What is expected:
An exact transcription of every record below is required, with the pictures left out.
Material provided START
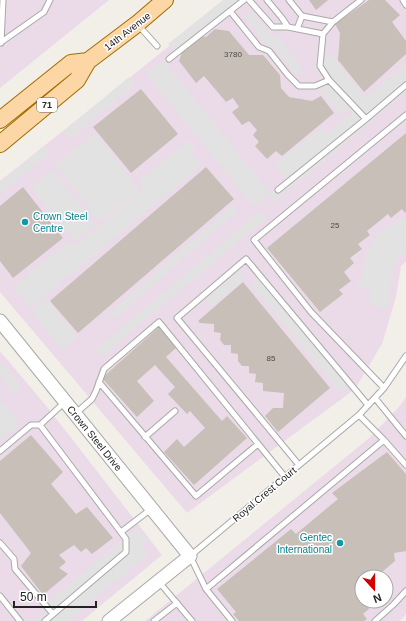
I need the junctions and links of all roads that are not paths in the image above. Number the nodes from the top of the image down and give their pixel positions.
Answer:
1 (4, 0) edge
2 (50, 0) edge
3 (165, 0) edge
4 (244, 0) edge
5 (249, 0) edge
6 (267, 0) edge
7 (289, 0) edge
8 (361, 0) edge
9 (403, 0) edge
10 (406, 5) edge
11 (230, 11) junction
12 (302, 16) junction
13 (333, 22) junction
14 (137, 24) junction
15 (288, 27) junction
16 (297, 29) junction
17 (323, 34) junction
18 (0, 43) edge
19 (157, 46) dead end
20 (169, 59) dead end
21 (88, 60) junction
22 (329, 80) junction
23 (406, 85) edge
24 (406, 115) edge
25 (366, 119) junction
26 (0, 120) edge
27 (0, 144) edge
28 (278, 190) dead end
29 (0, 321) edge
30 (406, 356) edge
31 (99, 382) junction
32 (384, 388) junction
33 (375, 398) junction
34 (65, 402) junction
35 (368, 405) junction
36 (175, 411) dead end
37 (75, 414) junction
38 (359, 415) junction
39 (40, 426) junction
40 (406, 436) edge
41 (145, 437) junction
42 (384, 440) junction
43 (258, 444) junction
44 (0, 451) edge
45 (299, 465) junction
46 (406, 465) edge
47 (285, 476) junction
48 (152, 508) junction
49 (121, 532) junction
50 (0, 543) edge
51 (190, 556) junction
52 (159, 581) junction
53 (206, 588) junction
54 (406, 590) edge
55 (0, 596) edge
56 (177, 603) junction
57 (53, 614) junction
58 (20, 621) edge
59 (45, 621) edge
60 (109, 621) edge
61 (154, 621) edge
62 (192, 621) edge
63 (232, 621) edge
64 (375, 621) edge

1 - 18 lane
2 - 18 lane
3 - 14 main road, 14th Avenue / 71
4 - 11 lane
5 - 15 lane
6 - 15 lane
7 - 12 lane
8 - 13 lane
9 - 10 lane
11 - 20 lane
11 - 22 lane
12 - 13 lane
12 - 16 lane
13 - 17 lane
14 - 19 lane
14 - 21 main road, 14th Avenue / 71
15 - 16 lane
16 - 17 lane
17 - 22 lane
21 - 26 main road, 14th Avenue / 71
21 - 27 main road, 14th Avenue / 71
22 - 25 lane
23 - 25 lane
24 - 32 lane
25 - 28 lane
29 - 34 street, Crown Steel Drive
30 - 32 lane, Royal Crest Court
31 - 37 lane
31 - 41 lane
31 - 43 lane
32 - 33 lane, Royal Crest Court
33 - 35 lane, Royal Crest Court
33 - 40 lane
34 - 37 street, Crown Steel Drive
34 - 39 lane
35 - 38 lane, Royal Crest Court
35 - 45 lane
36 - 41 lane
37 - 48 street, Crown Steel Drive
38 - 42 lane
38 - 45 lane, Royal Crest Court
39 - 44 lane
39 - 49 lane
41 - 43 lane
42 - 46 lane
42 - 53 lane
43 - 47 lane
45 - 47 lane, Royal Crest Court
47 - 51 lane, Royal Crest Court
48 - 49 lane
48 - 51 street, Crown Steel Drive
49 - 57 lane
50 - 57 lane
51 - 52 street, Royal Crest Court
51 - 53 lane
52 - 56 lane
52 - 60 street, Royal Crest Court
53 - 63 lane
54 - 64 lane
55 - 58 lane
56 - 61 lane
56 - 62 lane
57 - 59 lane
Material provided END
Answer box:
I need the junctions and links of all roads that are not paths in the image above. Number the nodes from the top of the image down and give their pixel positions.
Answer:
1 (4, 0) edge
2 (50, 0) edge
3 (165, 0) edge
4 (244, 0) edge
5 (249, 0) edge
6 (267, 0) edge
7 (289, 0) edge
8 (361, 0) edge
9 (403, 0) edge
10 (406, 5) edge
11 (230, 11) junction
12 (302, 16) junction
13 (333, 22) junction
14 (137, 24) junction
15 (288, 27) junction
16 (297, 29) junction
17 (323, 34) junction
18 (0, 43) edge
19 (157, 46) dead end
20 (169, 59) dead end
21 (88, 60) junction
22 (329, 80) junction
23 (406, 85) edge
24 (406, 115) edge
25 (366, 119) junction
26 (0, 120) edge
27 (0, 144) edge
28 (278, 190) dead end
29 (0, 321) edge
30 (406, 356) edge
31 (99, 382) junction
32 (384, 388) junction
33 (375, 398) junction
34 (65, 402) junction
35 (368, 405) junction
36 (175, 411) dead end
37 (75, 414) junction
38 (359, 415) junction
39 (40, 426) junction
40 (406, 436) edge
41 (145, 437) junction
42 (384, 440) junction
43 (258, 444) junction
44 (0, 451) edge
45 (299, 465) junction
46 (406, 465) edge
47 (285, 476) junction
48 (152, 508) junction
49 (121, 532) junction
50 (0, 543) edge
51 (190, 556) junction
52 (159, 581) junction
53 (206, 588) junction
54 (406, 590) edge
55 (0, 596) edge
56 (177, 603) junction
57 (53, 614) junction
58 (20, 621) edge
59 (45, 621) edge
60 (109, 621) edge
61 (154, 621) edge
62 (192, 621) edge
63 (232, 621) edge
64 (375, 621) edge

1 - 18 lane
2 - 18 lane
3 - 14 main road, 14th Avenue / 71
4 - 11 lane
5 - 15 lane
6 - 15 lane
7 - 12 lane
8 - 13 lane
9 - 10 lane
11 - 20 lane
11 - 22 lane
12 - 13 lane
12 - 16 lane
13 - 17 lane
14 - 19 lane
14 - 21 main road, 14th Avenue / 71
15 - 16 lane
16 - 17 lane
17 - 22 lane
21 - 26 main road, 14th Avenue / 71
21 - 27 main road, 14th Avenue / 71
22 - 25 lane
23 - 25 lane
24 - 32 lane
25 - 28 lane
29 - 34 street, Crown Steel Drive
30 - 32 lane, Royal Crest Court
31 - 37 lane
31 - 41 lane
31 - 43 lane
32 - 33 lane, Royal Crest Court
33 - 35 lane, Royal Crest Court
33 - 40 lane
34 - 37 street, Crown Steel Drive
34 - 39 lane
35 - 38 lane, Royal Crest Court
35 - 45 lane
36 - 41 lane
37 - 48 street, Crown Steel Drive
38 - 42 lane
38 - 45 lane, Royal Crest Court
39 - 44 lane
39 - 49 lane
41 - 43 lane
42 - 46 lane
42 - 53 lane
43 - 47 lane
45 - 47 lane, Royal Crest Court
47 - 51 lane, Royal Crest Court
48 - 49 lane
48 - 51 street, Crown Steel Drive
49 - 57 lane
50 - 57 lane
51 - 52 street, Royal Crest Court
51 - 53 lane
52 - 56 lane
52 - 60 street, Royal Crest Court
53 - 63 lane
54 - 64 lane
55 - 58 lane
56 - 61 lane
56 - 62 lane
57 - 59 lane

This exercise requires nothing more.